Either way, your money is at the center. Looking at it one way gives you the view of the location, looking at it another way gives you the view of the jobs those dollars need to do.
So your budget and your accounts are connected because they are just different views of the same money. But they are also independent of each other. You can move money around between your budget accounts without impacting the budget at all.
To keep things simple, I’ve got $100 budgeted in each category. There’s $1000 in checking and $600 in savings.
What if I transfer $250 from checking to savings? I hit the transfer button to get the ball rolling.
Notice the transfer has no category.
We categorize income when new money arrives. But no new money has arrived, this money was already here. We categorize outflows when we buy something. We aren’t buying anything, we’re just changing the location of the money.
Let’s look at the whole view again.
The account balances have changed, and that makes sense since we did move money between accounts. But notice the budget has not changed. We didn’t change our plan for the dollars.

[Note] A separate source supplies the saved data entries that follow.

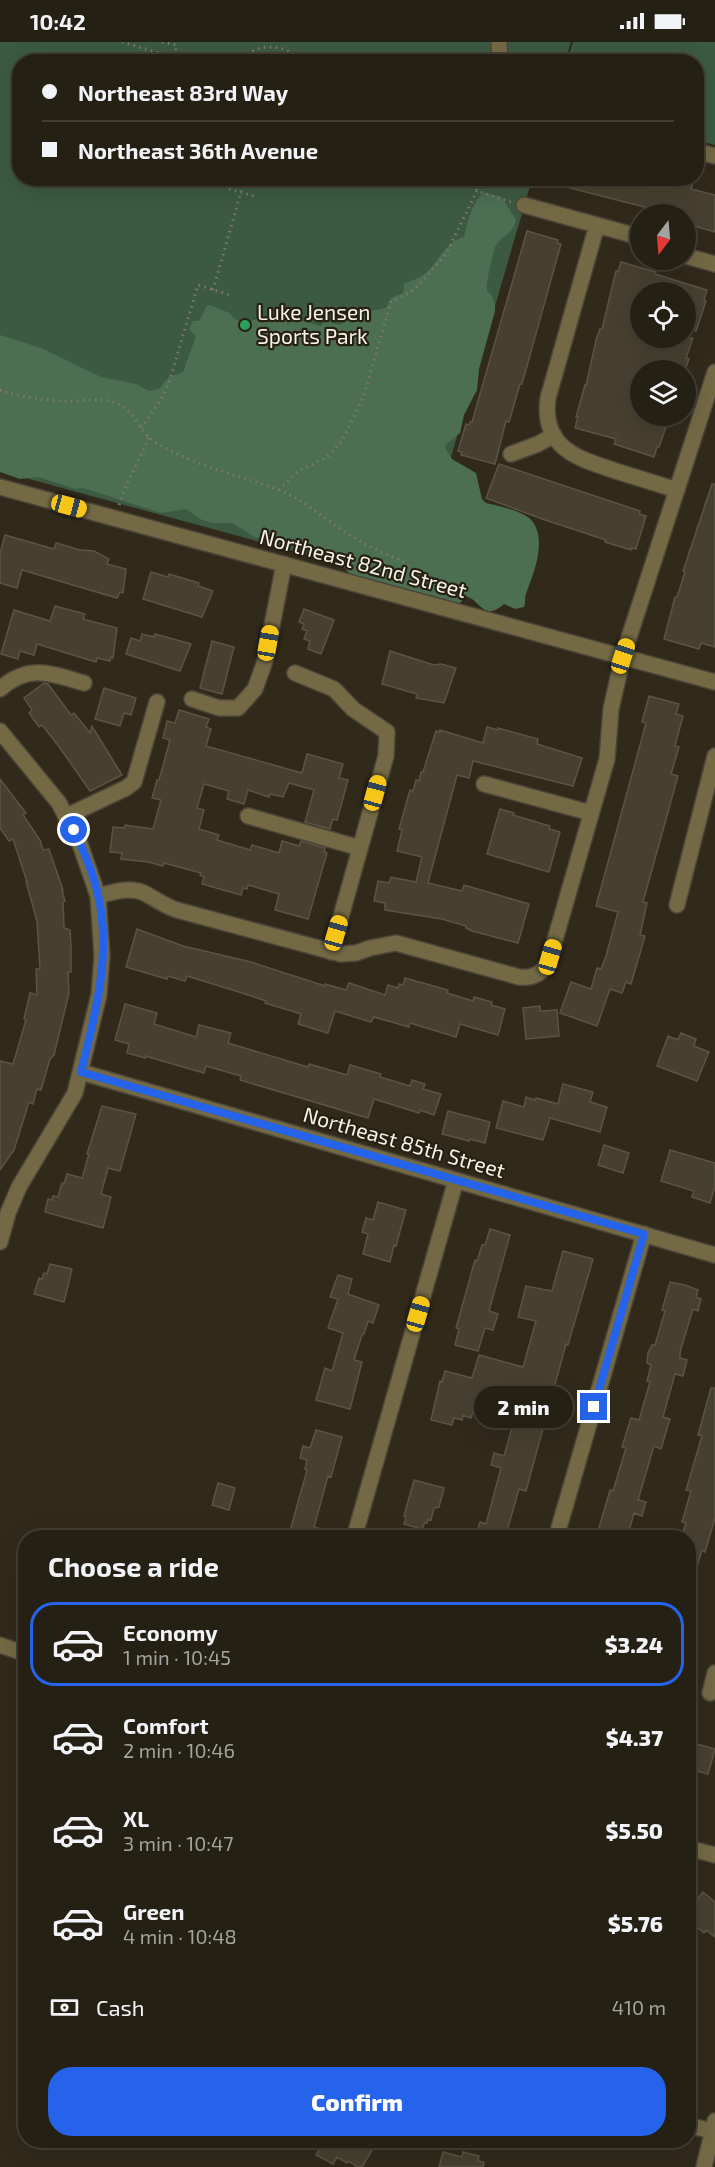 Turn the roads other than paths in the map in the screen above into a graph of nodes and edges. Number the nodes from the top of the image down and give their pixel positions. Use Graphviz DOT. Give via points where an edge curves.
graph roads {
  1 [pos="519,204"];
  2 [pos="597,225"];
  3 [pos="630,234"];
  4 [pos="696,259"];
  5 [pos="715,264"];
  6 [pos="715,372"];
  7 [pos="552,433"];
  8 [pos="511,454"];
  9 [pos="0,488"];
  10 [pos="677,490"];
  11 [pos="284,564"];
  12 [pos="623,656"];
  13 [pos="295,673"];
  14 [pos="715,682"];
  15 [pos="84,683"];
  16 [pos="0,689"];
  17 [pos="192,699"];
  18 [pos="157,702"];
  19 [pos="0,731"];
  20 [pos="715,756"];
  21 [pos="484,784"];
  22 [pos="591,813"];
  23 [pos="67,816"];
  24 [pos="248,816"];
  25 [pos="360,848"];
  26 [pos="98,896"];
  27 [pos="677,905"];
  28 [pos="331,952"];
  29 [pos="81,1072"];
  30 [pos="456,1180"];
  31 [pos="644,1234"];
  32 [pos="0,1242"];
  33 [pos="715,1255"];
  34 [pos="356,1530"];
  35 [pos="558,1530"];
  36 [pos="0,1645"];
  37 [pos="18,1651"];
  38 [pos="715,1673"];
  39 [pos="710,1693"];
  40 [pos="696,1850"];
  41 [pos="715,1856"];
  42 [pos="696,2126"];
  43 [pos="714,2128"];
  44 [pos="704,2167"];
  1 -- 2 [label="street"];
  2 -- 3 [label="street"];
  2 -- 7 [label="street" via="548,398 547,420"];
  4 -- 5 [label="street"];
  6 -- 10 [label="street"];
  7 -- 8 [label="street" via="538,444"];
  7 -- 10 [label="street" via="565,450 586,461"];
  9 -- 11 [label="street, Northeast 82nd Street"];
  10 -- 12 [label="street"];
  11 -- 12 [label="street, Northeast 82nd Street"];
  11 -- 17 [label="street" via="265,661 255,689 238,708 219,708"];
  12 -- 14 [label="street, Northeast 82nd Street"];
  12 -- 22 [label="street" via="612,702 608,752"];
  13 -- 25 [label="street" via="334,689 353,709 387,732 386,756"];
  15 -- 16 [label="street" via="31,672"];
  18 -- 23 [label="street" via="134,782"];
  19 -- 23 [label="street"];
  20 -- 27 [label="street"];
  21 -- 22 [label="street"];
  22 -- 28 [label="street" via="548,962 539,973 519,976 396,943 348,954"];
  23 -- 26 [label="street"];
  24 -- 25 [label="street"];
  25 -- 28 [label="street"];
  26 -- 28 [label="street" via="139,891 166,906"];
  26 -- 29 [label="street" via="102,956 99,995"];
  29 -- 30 [label="street, Northeast 85th Street"];
  29 -- 32 [label="street" via="75,1092 13,1200"];
  30 -- 31 [label="street, Northeast 85th Street"];
  30 -- 34 [label="street"];
  31 -- 33 [label="street, Northeast 85th Street"];
  31 -- 35 [label="street"];
  36 -- 37 [label="street"];
  38 -- 39 [label="street"];
  40 -- 41 [label="street"];
  42 -- 43 [label="street"];
  43 -- 44 [label="street"];
}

What if we move all $850 out of the savings account and into the checking account?
The budget is not phased. It does not care where you keep the money. What if I had this same $1600 spread across more accounts?
That’s also fine with the budget. It has no impact at all. My category balances are exactly the same. It is more complicated this way though, isn’t it? More accounts to reconcile, a lot more transferring back and forth.
( You may be thinking…”Hmm…maybe I don’t need all these extra accounts?” And that would be a good thing.)
You can also move money between categories without impacting accounts. What if I take all the money out of my rainy day funds, car replacement and vacation and put it all in the emergency fund category?
Notice the account balances didn’t change. You may be thinking, “Well where’s my emergency fund money?” It’s spread across all those accounts. But you know what? It doesn’t really matter. The budget is telling you how much you have for emergencies. The accounts don’t tell you that. They simply report on location. That’s it.
The real power in money management is focusing on what you want the money to do, not where it’s located. We’ve been brainwashed a little bit to believe that account management equals money management. And hey, let’s be honest: Account management is better than no management. (That’s how I operated before YNAB and it did help a little.)
But once you start budgeting, you have a better way. Budgeting is the truest form of money management.
“So theoretically, I could just have all my money in one account?”
Yes, yes you could. And we’ll discuss that in my next post.
Remember, budgeting is not restrictive. You won’t be spending less, you’ll be spending right. You can do this! Today. Right now. What do you have to lose? Except all that debt and stress. (Ok, so kind of a lot.)